Most expatriate managers are challenged and excited to be in their new postings. They need to spend a lot of time at work since they are under pressure to adapt to the new culture and their overall responsibilities are often larger than they have experienced before. As a result, the wives of expatriates spend a lot of time by themselves – and yes, trailing spouses are still usually female – and are cut-off from their own family and friends. At the same time, the wife is usually dealing with problems for which she has no previous experience. She may catch a maid stealing or get stopped by a policeman who wants a payoff for a non-existent offence. She may have been told that internet connectivity is available but then finds it takes 6 months to install. All through this, she will probably discover that suitable employment for her is next to impossible in an emerging country – seriously damaging her own long-term career.

In short, it is generally the trailing spouse who suffers the greatest culture shock in the new country. The result can be an unhappy spouse who does her best to impair the performance of the expatriate manager. Total marriage breakdown is not an uncommon result. Unofficial numbers from the Asian Development Bank (a large development organization modelled after the World Bank) are that upwards of 60% of their expatriate’s marriages fail due to the stress of offshore postings. The consequence is that many expatriate postings are either terminated early or the performance of the expatriate managers is impaired.

It was all looking fairly OK until that sentence I’ve highlighted.

Does this really happen? I certainly can’t think of anyone I know who would intentionally “impair” their partner’s performance – male OR female.

I’m actually speechless – so over to you! What do you think? An accurate portrayal or a glib excuse? Or have you experienced or seen this in any form?

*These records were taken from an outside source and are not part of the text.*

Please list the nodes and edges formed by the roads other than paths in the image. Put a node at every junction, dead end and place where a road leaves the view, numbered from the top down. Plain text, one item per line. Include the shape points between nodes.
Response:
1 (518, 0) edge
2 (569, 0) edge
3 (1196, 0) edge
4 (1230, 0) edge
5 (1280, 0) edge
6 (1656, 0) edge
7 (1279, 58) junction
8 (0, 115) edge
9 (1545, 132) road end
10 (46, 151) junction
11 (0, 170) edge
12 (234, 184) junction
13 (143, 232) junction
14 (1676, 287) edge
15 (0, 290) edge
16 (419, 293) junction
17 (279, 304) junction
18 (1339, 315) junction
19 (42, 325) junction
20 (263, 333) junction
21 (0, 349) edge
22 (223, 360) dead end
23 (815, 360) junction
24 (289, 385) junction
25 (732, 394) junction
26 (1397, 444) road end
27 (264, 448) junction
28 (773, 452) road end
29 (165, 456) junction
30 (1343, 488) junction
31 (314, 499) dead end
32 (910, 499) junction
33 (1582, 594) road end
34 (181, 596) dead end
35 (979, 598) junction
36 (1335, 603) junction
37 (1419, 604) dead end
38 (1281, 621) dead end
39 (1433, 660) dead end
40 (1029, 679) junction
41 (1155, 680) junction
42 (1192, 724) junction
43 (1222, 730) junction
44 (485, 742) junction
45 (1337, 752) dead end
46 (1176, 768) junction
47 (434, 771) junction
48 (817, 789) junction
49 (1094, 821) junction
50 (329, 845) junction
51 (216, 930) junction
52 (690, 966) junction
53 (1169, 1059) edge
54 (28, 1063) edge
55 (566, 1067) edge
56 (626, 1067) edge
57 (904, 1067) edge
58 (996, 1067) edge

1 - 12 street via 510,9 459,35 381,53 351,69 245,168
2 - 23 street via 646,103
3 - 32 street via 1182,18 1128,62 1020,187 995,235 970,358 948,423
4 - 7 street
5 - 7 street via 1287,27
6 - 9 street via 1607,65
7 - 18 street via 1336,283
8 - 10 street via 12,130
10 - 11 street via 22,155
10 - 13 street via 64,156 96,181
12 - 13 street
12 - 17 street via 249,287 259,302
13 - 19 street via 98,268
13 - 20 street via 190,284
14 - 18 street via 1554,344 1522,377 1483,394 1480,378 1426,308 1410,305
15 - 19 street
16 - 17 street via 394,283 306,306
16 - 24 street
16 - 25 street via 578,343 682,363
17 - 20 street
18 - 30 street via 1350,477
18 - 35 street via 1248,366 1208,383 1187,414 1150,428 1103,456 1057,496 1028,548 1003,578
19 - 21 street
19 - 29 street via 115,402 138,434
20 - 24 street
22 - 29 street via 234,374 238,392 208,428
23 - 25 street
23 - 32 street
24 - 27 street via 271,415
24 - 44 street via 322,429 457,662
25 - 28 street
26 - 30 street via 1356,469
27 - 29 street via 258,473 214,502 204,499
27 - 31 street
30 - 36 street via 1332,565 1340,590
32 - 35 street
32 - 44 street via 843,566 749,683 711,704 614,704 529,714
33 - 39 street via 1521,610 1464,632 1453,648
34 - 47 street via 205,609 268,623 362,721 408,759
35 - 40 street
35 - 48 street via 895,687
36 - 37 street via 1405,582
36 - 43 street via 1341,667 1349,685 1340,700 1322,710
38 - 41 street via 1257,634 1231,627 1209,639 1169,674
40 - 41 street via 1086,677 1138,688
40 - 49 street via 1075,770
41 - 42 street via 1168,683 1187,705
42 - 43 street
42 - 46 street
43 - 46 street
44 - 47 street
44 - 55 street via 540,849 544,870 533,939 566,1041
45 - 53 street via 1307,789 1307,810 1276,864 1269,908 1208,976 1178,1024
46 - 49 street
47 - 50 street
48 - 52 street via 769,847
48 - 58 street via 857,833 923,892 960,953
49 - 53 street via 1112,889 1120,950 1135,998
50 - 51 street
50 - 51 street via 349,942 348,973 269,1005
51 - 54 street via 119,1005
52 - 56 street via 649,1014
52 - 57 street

Source: Reasons for the failure of an assignment abroad and the pre-return of an employee | Law Teacher

See also: 

Expat failure – what to do if expat life doesn’t work out for you

Why being proactive is important for the accompanying expat partner

And many more – mostly under the topic of Challenges and Difficulties in Expat Life

Need to talk 1-1 about your move and life overseas with someone who 'gets it'? Consider me your own, personal expat expert! I'm here for you.

Your one-stop-shop for a successful life abroad

Expatability Club

An expat community and advice hub where you’ll never feel alone or unsupported. With an Expat Expert in your pocket for real-time support.

Let's stay in touch!

Subscribe to my newsletter and be first to hear news and updates from Carole.

By subscribing you also agree to receive marketing emails from Carole Hallett Mobbs. You can opt-out of these emails at any time. My full privacy policy can be seen here: Privacy Policy

Leave a reply

Your email address will not be published. Required fields are marked

  1. The expatriats are mostly failing without a wife and family as the male manager without family isn’t well received and not taken serious. Mostly the whole family is a role model for the employees of the Company. The HR of the Company just knows that they translocate a whole family and that spouses have the main part of the work as the man is jumping in a prepared nest. If the most important person of the assignment struggles it obviously has an impact. In my opinion the companies should pay half of the salary directly to the spouse.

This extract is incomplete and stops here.